[INPUT DATA Boundary: Start]

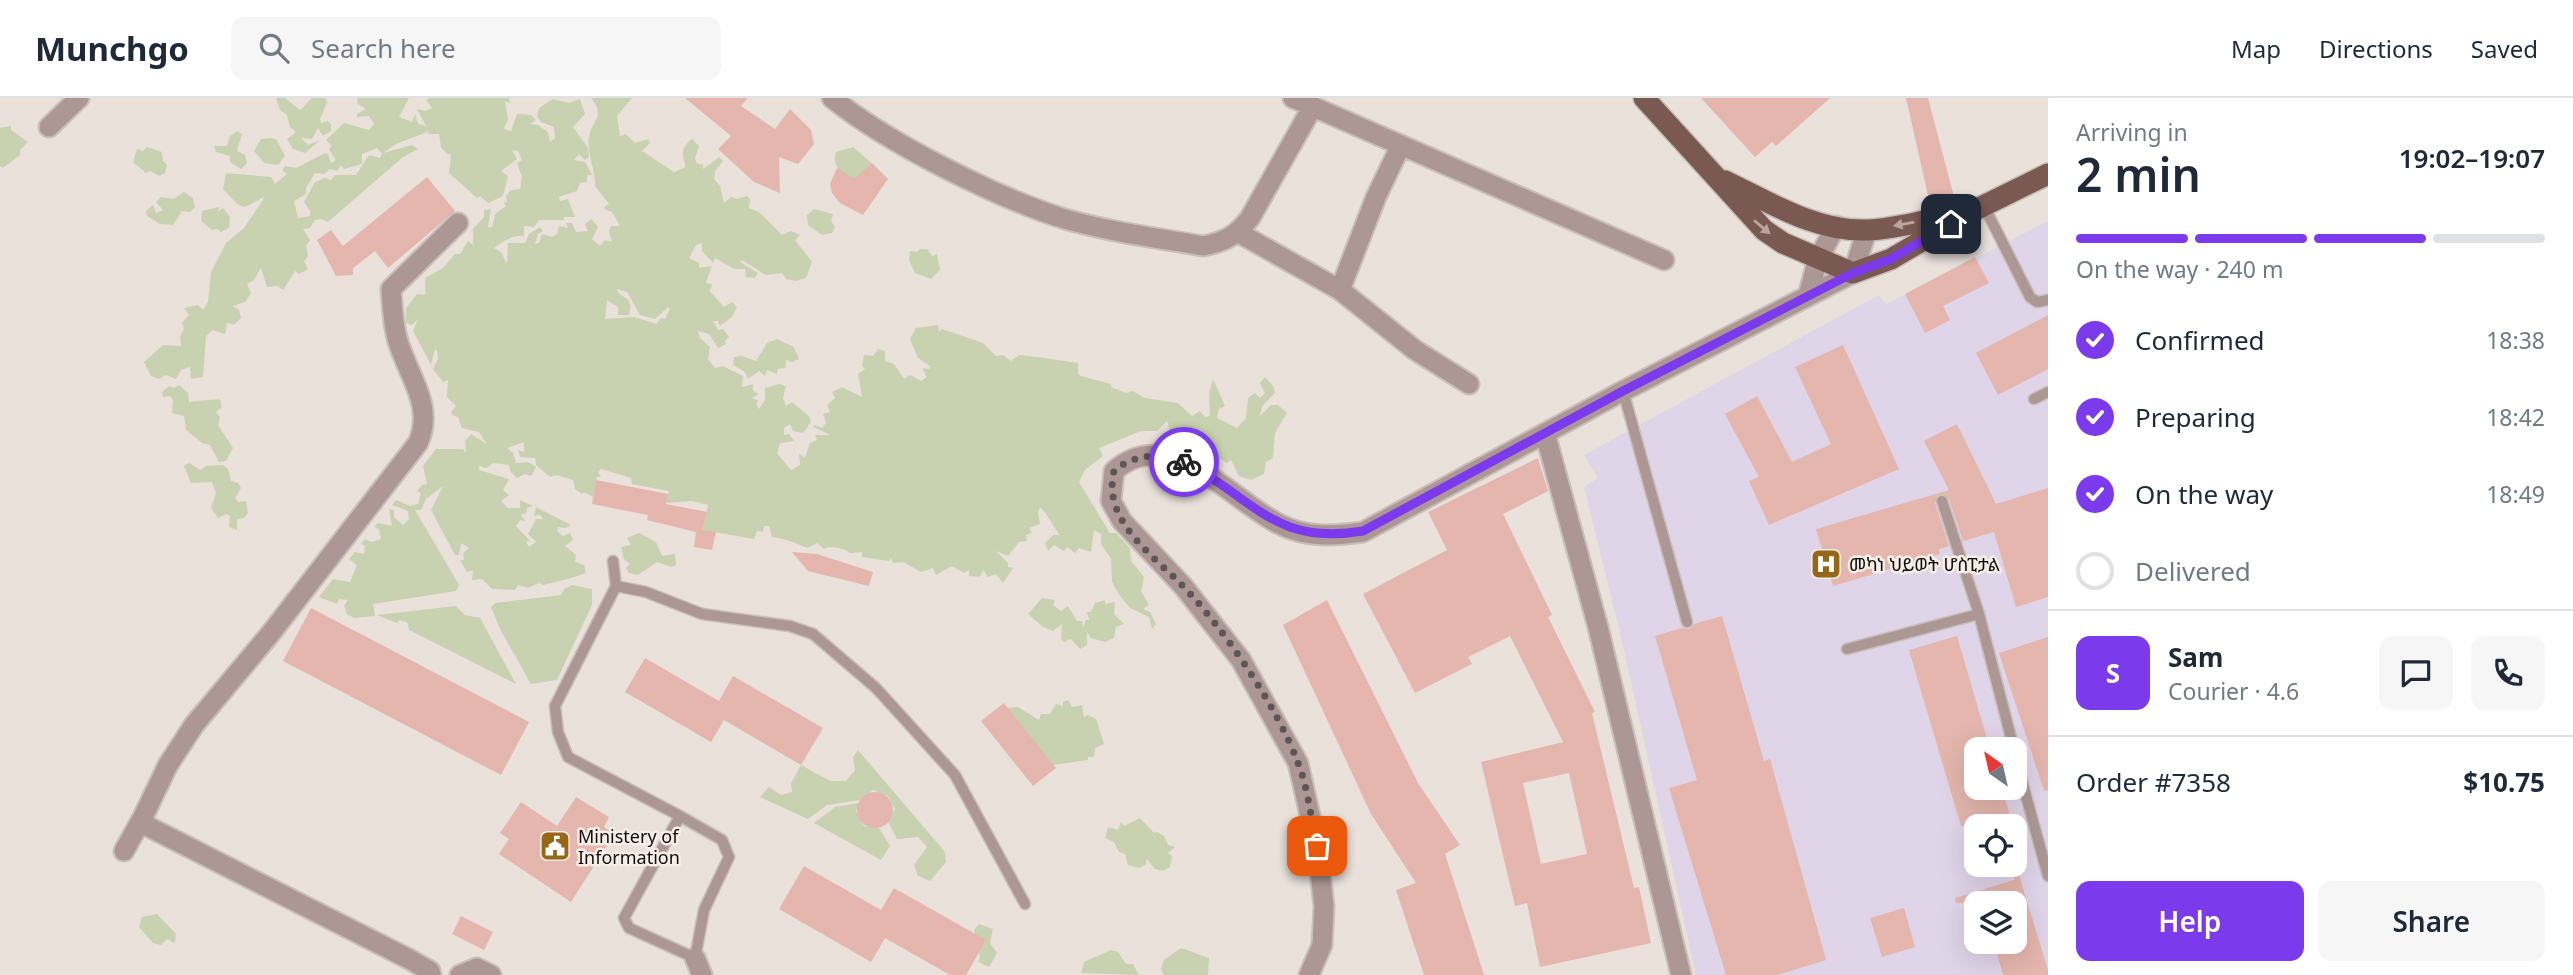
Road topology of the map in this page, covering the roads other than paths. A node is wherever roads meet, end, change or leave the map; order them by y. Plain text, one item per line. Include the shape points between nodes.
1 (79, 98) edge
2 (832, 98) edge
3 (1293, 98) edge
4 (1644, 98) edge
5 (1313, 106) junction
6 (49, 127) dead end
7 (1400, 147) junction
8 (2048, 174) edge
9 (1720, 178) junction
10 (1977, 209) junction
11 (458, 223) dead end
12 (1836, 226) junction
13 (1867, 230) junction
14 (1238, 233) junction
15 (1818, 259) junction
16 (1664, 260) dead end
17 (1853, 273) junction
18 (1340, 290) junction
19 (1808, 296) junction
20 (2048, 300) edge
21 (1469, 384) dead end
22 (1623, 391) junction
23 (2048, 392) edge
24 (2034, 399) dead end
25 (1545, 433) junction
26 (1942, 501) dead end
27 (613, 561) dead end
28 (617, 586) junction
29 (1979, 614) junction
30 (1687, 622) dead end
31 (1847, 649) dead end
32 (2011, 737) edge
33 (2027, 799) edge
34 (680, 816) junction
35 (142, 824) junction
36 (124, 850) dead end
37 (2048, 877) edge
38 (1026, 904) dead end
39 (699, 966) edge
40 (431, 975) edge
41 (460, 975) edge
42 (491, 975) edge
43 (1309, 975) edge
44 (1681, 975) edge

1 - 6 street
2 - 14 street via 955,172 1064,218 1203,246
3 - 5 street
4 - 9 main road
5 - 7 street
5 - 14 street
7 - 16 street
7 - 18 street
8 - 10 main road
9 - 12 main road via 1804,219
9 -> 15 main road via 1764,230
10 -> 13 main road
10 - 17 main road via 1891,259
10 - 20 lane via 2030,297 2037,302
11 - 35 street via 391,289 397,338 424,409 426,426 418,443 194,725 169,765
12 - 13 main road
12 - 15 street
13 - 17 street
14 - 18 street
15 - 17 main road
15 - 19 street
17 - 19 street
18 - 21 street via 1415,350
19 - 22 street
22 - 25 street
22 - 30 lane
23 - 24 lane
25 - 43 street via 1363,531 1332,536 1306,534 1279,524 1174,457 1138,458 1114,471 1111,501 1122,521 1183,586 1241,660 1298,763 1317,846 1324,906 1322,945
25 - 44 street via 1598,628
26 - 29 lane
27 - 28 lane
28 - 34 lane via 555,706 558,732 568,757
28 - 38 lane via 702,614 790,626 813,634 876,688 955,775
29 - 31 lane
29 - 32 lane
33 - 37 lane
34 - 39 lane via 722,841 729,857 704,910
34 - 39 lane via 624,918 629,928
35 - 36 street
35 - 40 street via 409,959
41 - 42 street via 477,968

[INPUT DATA Boundary: End]

PROMPT:
Give the records again without a single change, and exclude the pictures.

REPLY TO THE EXERCISE:
Road topology of the map in this page, covering the roads other than paths. A node is wherever roads meet, end, change or leave the map; order them by y. Plain text, one item per line. Include the shape points between nodes.
1 (79, 98) edge
2 (832, 98) edge
3 (1293, 98) edge
4 (1644, 98) edge
5 (1313, 106) junction
6 (49, 127) dead end
7 (1400, 147) junction
8 (2048, 174) edge
9 (1720, 178) junction
10 (1977, 209) junction
11 (458, 223) dead end
12 (1836, 226) junction
13 (1867, 230) junction
14 (1238, 233) junction
15 (1818, 259) junction
16 (1664, 260) dead end
17 (1853, 273) junction
18 (1340, 290) junction
19 (1808, 296) junction
20 (2048, 300) edge
21 (1469, 384) dead end
22 (1623, 391) junction
23 (2048, 392) edge
24 (2034, 399) dead end
25 (1545, 433) junction
26 (1942, 501) dead end
27 (613, 561) dead end
28 (617, 586) junction
29 (1979, 614) junction
30 (1687, 622) dead end
31 (1847, 649) dead end
32 (2011, 737) edge
33 (2027, 799) edge
34 (680, 816) junction
35 (142, 824) junction
36 (124, 850) dead end
37 (2048, 877) edge
38 (1026, 904) dead end
39 (699, 966) edge
40 (431, 975) edge
41 (460, 975) edge
42 (491, 975) edge
43 (1309, 975) edge
44 (1681, 975) edge

1 - 6 street
2 - 14 street via 955,172 1064,218 1203,246
3 - 5 street
4 - 9 main road
5 - 7 street
5 - 14 street
7 - 16 street
7 - 18 street
8 - 10 main road
9 - 12 main road via 1804,219
9 -> 15 main road via 1764,230
10 -> 13 main road
10 - 17 main road via 1891,259
10 - 20 lane via 2030,297 2037,302
11 - 35 street via 391,289 397,338 424,409 426,426 418,443 194,725 169,765
12 - 13 main road
12 - 15 street
13 - 17 street
14 - 18 street
15 - 17 main road
15 - 19 street
17 - 19 street
18 - 21 street via 1415,350
19 - 22 street
22 - 25 street
22 - 30 lane
23 - 24 lane
25 - 43 street via 1363,531 1332,536 1306,534 1279,524 1174,457 1138,458 1114,471 1111,501 1122,521 1183,586 1241,660 1298,763 1317,846 1324,906 1322,945
25 - 44 street via 1598,628
26 - 29 lane
27 - 28 lane
28 - 34 lane via 555,706 558,732 568,757
28 - 38 lane via 702,614 790,626 813,634 876,688 955,775
29 - 31 lane
29 - 32 lane
33 - 37 lane
34 - 39 lane via 722,841 729,857 704,910
34 - 39 lane via 624,918 629,928
35 - 36 street
35 - 40 street via 409,959
41 - 42 street via 477,968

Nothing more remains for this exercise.